Algebra & Number Theory ( IF 1.3 ) Pub Date : 2022-02-08 , DOI: 10.2140/ant.2021.15.2403 Stephen S. Kudla
In this note, we consider special algebraic cycles on the Shimura variety associated to a quadratic space over a totally real field , , of signature
For each , , there are special cycles in of codimension , indexed by totally positive semidefinite matrices with coefficients in the ring of integers . The generating series for the classes of these cycles in the cohomology group are Hilbert–Siegel modular forms of parallel weight . One can form analogous generating series for the classes of the special cycles in the Chow group . For and , the modularity of these series was proved by Yuan, Zhang and Zhang.
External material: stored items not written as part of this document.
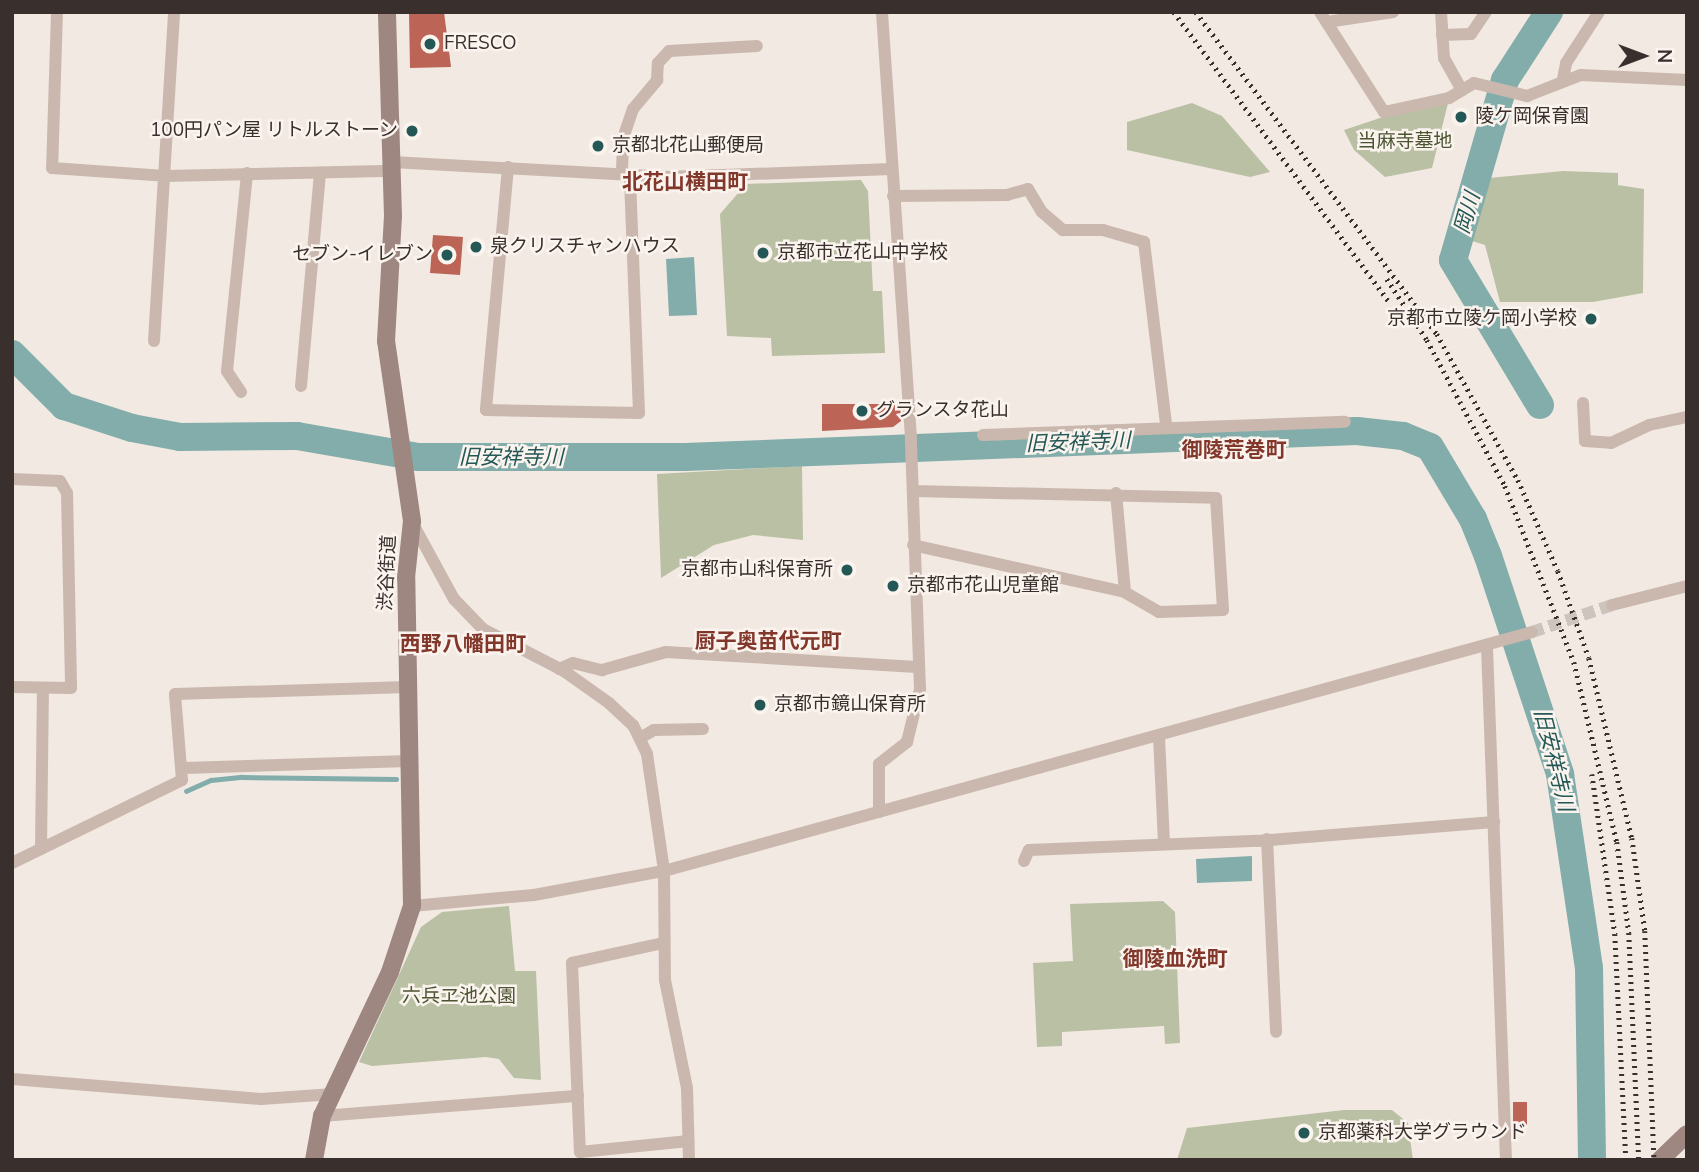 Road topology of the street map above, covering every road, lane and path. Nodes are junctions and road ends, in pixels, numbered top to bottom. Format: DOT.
graph roads {
  1 [pos="57,12"];
  2 [pos="174,12"];
  3 [pos="387,12"];
  4 [pos="882,12"];
  5 [pos="1393,12"];
  6 [pos="1441,12"];
  7 [pos="1486,12"];
  8 [pos="1599,12"];
  9 [pos="1324,17"];
  10 [pos="1442,35"];
  11 [pos="757,46"];
  12 [pos="1563,79"];
  13 [pos="1687,80"];
  14 [pos="1462,90"];
  15 [pos="393,167"];
  16 [pos="508,167"];
  17 [pos="892,169"];
  18 [pos="247,173"];
  19 [pos="320,173"];
  20 [pos="626,173"];
  21 [pos="164,176"];
  22 [pos="893,196"];
  23 [pos="154,341"];
  24 [pos="301,386"];
  25 [pos="241,393"];
  26 [pos="1583,403"];
  27 [pos="1687,417"];
  28 [pos="1346,422"];
  29 [pos="1166,425"];
  30 [pos="983,435"];
  31 [pos="12,479"];
  32 [pos="913,491"];
  33 [pos="1116,494"];
  34 [pos="412,522"];
  35 [pos="913,545"];
  36 [pos="1687,586"];
  37 [pos="1125,592"];
  38 [pos="1612,605"];
  39 [pos="1523,636"];
  40 [pos="1487,647"];
  41 [pos="916,667"];
  42 [pos="559,669"];
  43 [pos="12,687"];
  44 [pos="408,687"];
  45 [pos="43,689"];
  46 [pos="703,729"];
  47 [pos="1160,737"];
  48 [pos="640,738"];
  49 [pos="410,761"];
  50 [pos="184,768"];
  51 [pos="879,812"];
  52 [pos="1494,822"];
  53 [pos="1267,839"];
  54 [pos="1164,844"];
  55 [pos="41,849"];
  56 [pos="1024,861"];
  57 [pos="12,863"];
  58 [pos="664,871"];
  59 [pos="412,906"];
  60 [pos="663,943"];
  61 [pos="1276,1032"];
  62 [pos="12,1079"];
  63 [pos="334,1094"];
  64 [pos="578,1096"];
  65 [pos="322,1116"];
  66 [pos="1687,1134"];
  67 [pos="688,1141"];
  68 [pos="314,1160"];
  69 [pos="689,1160"];
  70 [pos="1506,1160"];
  71 [pos="1660,1160"];
  1 -- 21 [label="street"];
  2 -- 21 [label="street"];
  3 -- 15 [label="main road, 渋谷街道"];
  4 -- 17 [label="street"];
  5 -- 9 [label="street"];
  6 -- 10 [label="street"];
  7 -- 10 [label="street"];
  8 -- 12 [label="street"];
  9 -- 14 [label="street"];
  10 -- 14 [label="street"];
  11 -- 20 [label="street"];
  12 -- 13 [label="street"];
  12 -- 14 [label="street"];
  15 -- 16 [label="street"];
  15 -- 19 [label="street"];
  15 -- 34 [label="main road, 渋谷街道"];
  16 -- 20 [label="street"];
  16 -- 20 [label="street"];
  17 -- 20 [label="street"];
  17 -- 22 [label="street"];
  18 -- 19 [label="street"];
  18 -- 21 [label="street"];
  18 -- 25 [label="street"];
  19 -- 24 [label="street"];
  21 -- 23 [label="street"];
  22 -- 29 [label="street"];
  22 -- 32 [label="street"];
  26 -- 27 [label="street"];
  28 -- 29 [label="street"];
  29 -- 30 [label="street"];
  31 -- 45 [label="street"];
  32 -- 33 [label="street"];
  32 -- 35 [label="street"];
  33 -- 37 [label="street"];
  33 -- 37 [label="street"];
  34 -- 42 [label="street"];
  34 -- 44 [label="main road, 渋谷街道"];
  35 -- 37 [label="street"];
  35 -- 41 [label="street"];
  36 -- 38 [label="street"];
  39 -- 40 [label="street"];
  40 -- 47 [label="street"];
  40 -- 52 [label="street"];
  41 -- 42 [label="street"];
  41 -- 51 [label="street"];
  42 -- 48 [label="street"];
  43 -- 45 [label="street"];
  44 -- 49 [label="main road, 渋谷街道"];
  44 -- 50 [label="street"];
  45 -- 55 [label="street"];
  46 -- 48 [label="street"];
  47 -- 51 [label="street"];
  47 -- 54 [label="street"];
  48 -- 58 [label="street"];
  49 -- 50 [label="street"];
  49 -- 59 [label="main road, 渋谷街道"];
  50 -- 55 [label="street"];
  51 -- 58 [label="street"];
  52 -- 53 [label="street"];
  52 -- 70 [label="street"];
  53 -- 54 [label="street"];
  53 -- 61 [label="street"];
  54 -- 56 [label="street"];
  55 -- 57 [label="street"];
  58 -- 59 [label="street"];
  58 -- 60 [label="street"];
  59 -- 63 [label="main road, 渋谷街道"];
  60 -- 64 [label="street"];
  60 -- 67 [label="street"];
  62 -- 63 [label="street"];
  63 -- 65 [label="main road, 渋谷街道"];
  64 -- 65 [label="street"];
  64 -- 67 [label="street"];
  65 -- 68 [label="main road, 渋谷街道"];
  66 -- 71 [label="main road"];
  67 -- 69 [label="street"];
}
In this note we prove the following: Assume the Bloch–Beilinson conjecture on the injectivity of Abel–Jacobi maps. Then the Chow group valued generating series for special cycles of codimension on is modular for all with .
中文翻译:
关于正交志村品种特殊循环生成系列的备注
在本笔记中,我们考虑了 Shimura 变体的特殊代数循环与二次空间相关联在一个完全真实的领域,, 的签名
对于每个,, 有特殊的循环在维数,由具有整数环中的系数的完全正半定矩阵索引. 上同调群中这些环类的生成序列是 Hilbert-Siegel 模形式的平行权重. 可以为 Chow 群中的特殊循环的类形成类似的生成序列. 为了和,这些系列的模块化被袁、张和张证明了。在这篇笔记中,我们证明了以下几点:假设关于 Abel-Jacobi 映射的注入性的 Bloch-Beilinson 猜想。然后 Chow 小组重视生成序列的特殊循环的 codimension在对所有人都是模块化的和.